Please see my HDR test page for more info on how to see these enhanced images (view on Chrome with an M1 or later MacBook Pro for best results).
Please see my HDR test page to determine if you are seeing HDR (view on Chrome with an M1 or later MacBook Pro for best results).
Jabi Sanz uses HDR here to help enhance the sky color and contrast, and ensuring the foreground is not as bright as the light source in the image (which we often must do when editing SDR landscapes to compress the tonal range).
Suhail uses HDR to help accentuate natural lit portraits, including shooting directly into the setting sun.
William Frohne has used HDR in a variety of interesting ways. Aurora images nearly always look incredible in HDR as they include highlight color and gradients which get sacrificed when compressing to SDR (at least without making shadow details far too dark). In addition, William has used a drone to light paint this foreground, which creates unique art and a way to appreciate the cold scene. The foreground would be very hard to interpret as an unlit silhouette and his approach gives a sense of the harsh but beautiful conditions in this scene.
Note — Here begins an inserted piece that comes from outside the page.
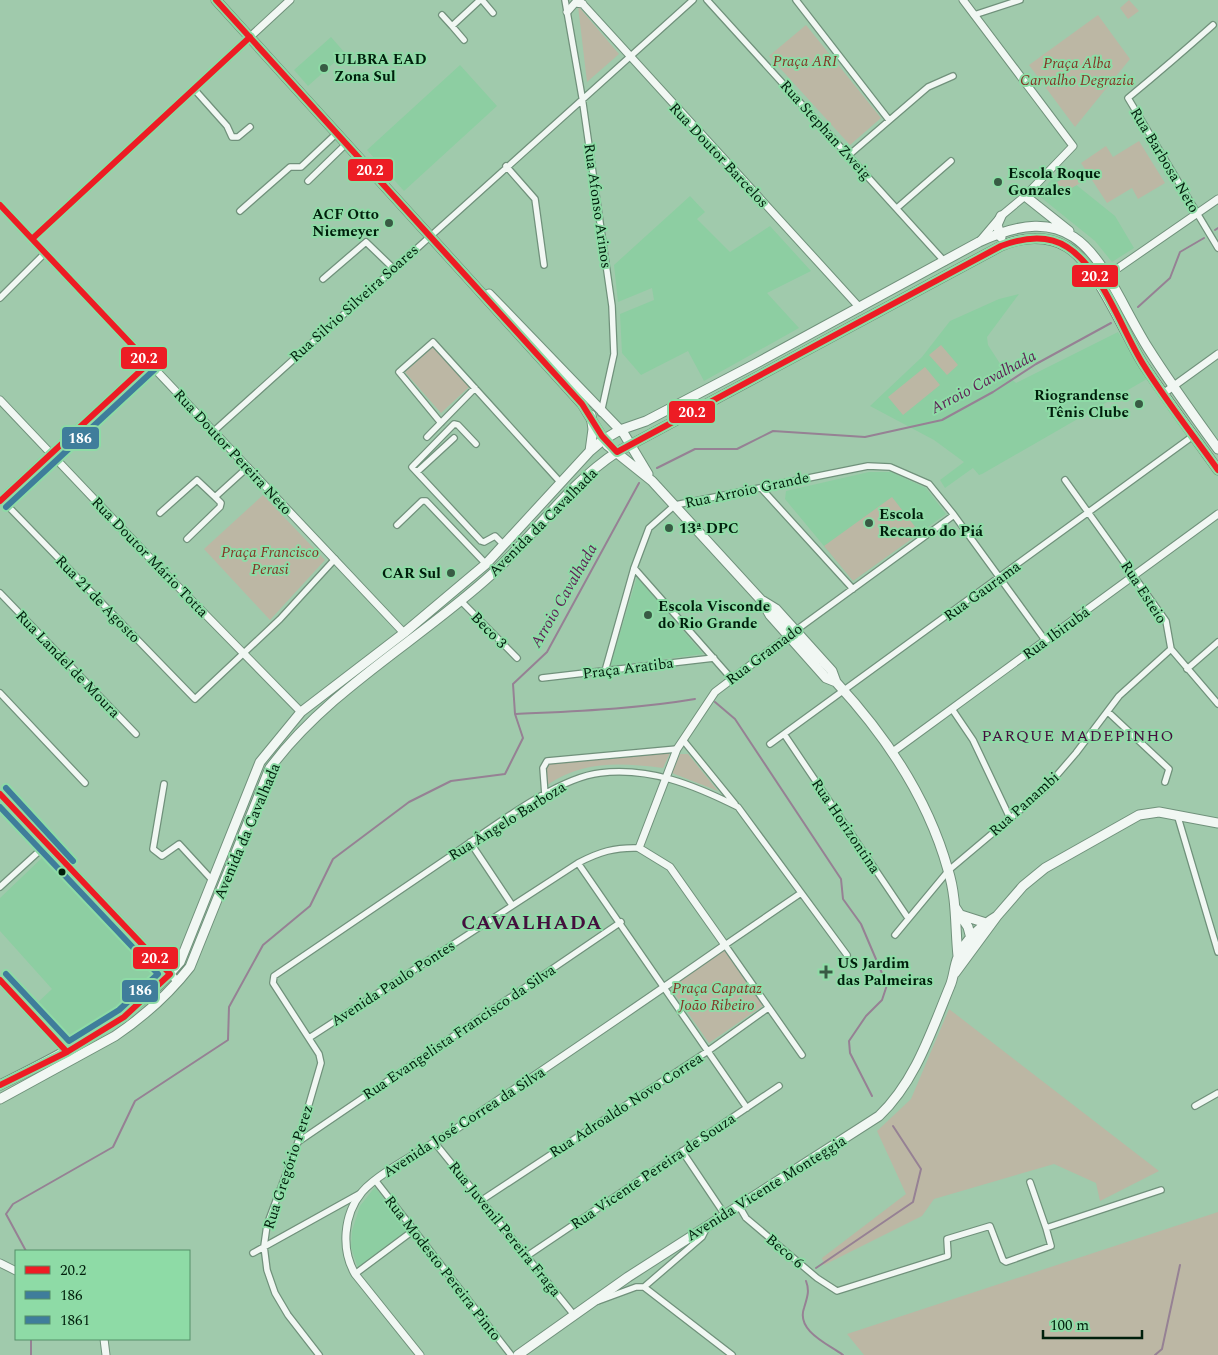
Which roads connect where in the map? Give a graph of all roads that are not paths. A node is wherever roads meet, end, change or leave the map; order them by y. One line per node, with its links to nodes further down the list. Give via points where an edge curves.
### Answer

Kenny LeRose’s lightning jumps right off the screen, with a natural glow only possible with HDR.
In his second image, he used HDR to show color and detail in the clouds, which helps keep natural balance of tones (as the sky should be much brighter than the foreground it illuminates).
Scott Osborn’s sky feels like the alpine glow you’d see in person, and the water color and detail is so much more engaging.
Guillermo Alarcon has numerous images taken around Tokyo showing the natural glow of lanterns or neon signs like this. Notice how sense of depth the HDR creates where it casts colored light on the subject’s face, vs the SDR where the color is washed out.